Spezifische Institutionen für einzelne Zielgruppen konnten sich in den letzten Jahren nur bewähren, wenn sie sich als überregionales Angebot positionierten (Stationäre Therapie für Frauen mit Kindern) oder eine genügend grosse Bevölkerungsgruppe im Einzugsgebiet ansprachen (Migration und Sucht u. a.) und gleichzeitig die Zielgruppe über den Suchtbereich hinaus erweiterten. Starre Therapiekonzepte wichen einer individuellen Therapieplanung und anstelle zielgruppengetrennter Konzepte fand die diversitätsgerechte Suchtarbeit Verbreitung. Die unterschiedlichen Merkmale, Problematiken und Ressourcen der zu Betreuenden werden differenziert berücksichtigt und mit integralen Arbeitsansätzen das Potenzial für ihre gesundheitliche und soziale Entwicklung gefördert. Mit dem Älterwerden der Bevölkerung ist das Thema Sucht im Alter neu in den Fokus gerückt und damit die Frage der Pflege und Behandlung von älteren Personen mit einem Suchtproblem.

Verstärkt geht es heute in der Früherkennung, Behandlung und Nachsorge um die konkrete Ausgestaltung von Zusammenarbeitsmodellen der Suchthilfe mit der Regel- bzw. Grundversorgung: der Sozialhilfe, dem Gesundheitsbereich, der Justiz, der Polizei, der Arbeitswelt, dem Migrationsbereich usw. Die professionelle Suchtarbeit richtet sich nicht nur an Betroffene, sondern auch an Angehörige, Arbeitgeber und andere Fachleute. Die Zusammenarbeit zwischen der professionellen Suchthilfe und der Selbsthilfe für Betroffene, Angehörige, Eltern u. a. wurde in den letzten Jahren gestärkt, auch über die vermehrte gegenseitige Anerkennung.

Die Schweiz galt im internationalen Vergleich mit ihrer nach dem 4-Säulen-Prinzip aufgebauten Suchthilfe und der Einführung der heroingestützten Behandlung lange als Pionierin. Vor allem in der Schadensminderung finden die Kontakt- und Anlaufstellen mit Konsummöglichkeit weltweit Beachtung. Der grosse Teil dieser Institutionen ist in der Deutschschweiz lokalisiert, denn in der Romandie konnte die Schadensminderung lange keine Mehrheiten finden; erst seit Kurzem werden in einzelnen Städten zusätzliche Angebote aufgebaut.
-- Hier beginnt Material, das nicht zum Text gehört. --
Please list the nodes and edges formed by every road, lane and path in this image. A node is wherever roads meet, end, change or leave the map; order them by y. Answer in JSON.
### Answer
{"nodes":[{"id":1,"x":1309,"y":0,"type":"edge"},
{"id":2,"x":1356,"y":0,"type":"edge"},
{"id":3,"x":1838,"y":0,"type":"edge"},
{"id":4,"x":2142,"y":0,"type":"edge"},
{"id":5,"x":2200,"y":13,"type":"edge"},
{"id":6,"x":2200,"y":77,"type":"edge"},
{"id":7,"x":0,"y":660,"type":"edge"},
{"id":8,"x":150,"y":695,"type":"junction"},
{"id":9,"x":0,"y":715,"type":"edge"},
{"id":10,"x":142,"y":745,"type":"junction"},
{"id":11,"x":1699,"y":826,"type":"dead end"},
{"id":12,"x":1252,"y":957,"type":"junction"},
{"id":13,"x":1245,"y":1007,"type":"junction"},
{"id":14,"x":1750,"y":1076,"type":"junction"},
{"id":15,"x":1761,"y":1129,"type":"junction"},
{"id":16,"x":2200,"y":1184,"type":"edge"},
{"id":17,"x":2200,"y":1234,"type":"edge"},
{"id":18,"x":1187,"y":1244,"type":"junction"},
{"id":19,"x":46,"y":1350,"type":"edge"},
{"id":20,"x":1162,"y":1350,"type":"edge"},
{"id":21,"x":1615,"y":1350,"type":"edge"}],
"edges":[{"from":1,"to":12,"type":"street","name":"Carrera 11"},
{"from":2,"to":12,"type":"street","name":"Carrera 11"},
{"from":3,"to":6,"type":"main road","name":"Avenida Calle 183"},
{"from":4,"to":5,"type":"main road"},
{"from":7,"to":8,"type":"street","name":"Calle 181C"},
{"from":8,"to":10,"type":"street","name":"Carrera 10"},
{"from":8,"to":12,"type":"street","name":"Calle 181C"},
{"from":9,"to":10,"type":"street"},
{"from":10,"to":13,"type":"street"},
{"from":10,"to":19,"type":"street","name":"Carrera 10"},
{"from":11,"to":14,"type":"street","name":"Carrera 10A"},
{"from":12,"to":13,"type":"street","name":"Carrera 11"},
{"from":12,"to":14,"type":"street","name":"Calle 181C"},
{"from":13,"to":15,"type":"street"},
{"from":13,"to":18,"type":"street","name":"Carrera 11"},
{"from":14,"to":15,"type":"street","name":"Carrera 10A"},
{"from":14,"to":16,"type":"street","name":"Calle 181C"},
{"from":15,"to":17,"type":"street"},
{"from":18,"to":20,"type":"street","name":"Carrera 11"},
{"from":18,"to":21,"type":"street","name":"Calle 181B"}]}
Parallel findet in der Deutschschweiz die Diskussion um die Zukunft und Weiterentwicklung der ursprünglich auf die Heroinproblematik ausgerichteten Schadensminderung statt, geprägt durch veränderte Konsummuster aber auch den Spardruck.

Mit der technologischen Entwicklung und dem damit veränderten Verhalten der Bevölkerung auf der Suche nach Information und Hilfe sind auch Neuerungen im Suchtbereich verbunden. Nebst der Beratung und Therapie vor Ort kommt der Online-Suchthilfe immer grössere Bedeutung zu. Der Zugang findet vermehrt virtuell statt, ortsunabhängig und mit einer 24-Stunden-Erreichbarkeit über Informationswebseiten, substanzbezogene Tools zur Therapieunterstützung und Konsumreduktion, verschiedenen Selbsttests oder dem professionellen nationalen Suchtberatungsportal SafeZone.ch. Die Verbindung der Online- mit der Face-to-Face-Suchthilfe ist eine der nächsten Herausforderungen.

Literaturhinweise

Bundesamt für Gesundheit (2012). Das modulare QuaTheDA-Referenzsystem: Die Qualitätsnorm für die Suchthilfe, Prävention und Gesundheitsförderung. Bern: Bundesamt für Gesundheit.

Eidgenössische Kommission für Drogenfragen (2012). Drogenpolitik als Gesellschaftspolitik: Ein Rückblick auf dreissig Jahre Schweizer Drogenpolitik. Zürich: Seismo.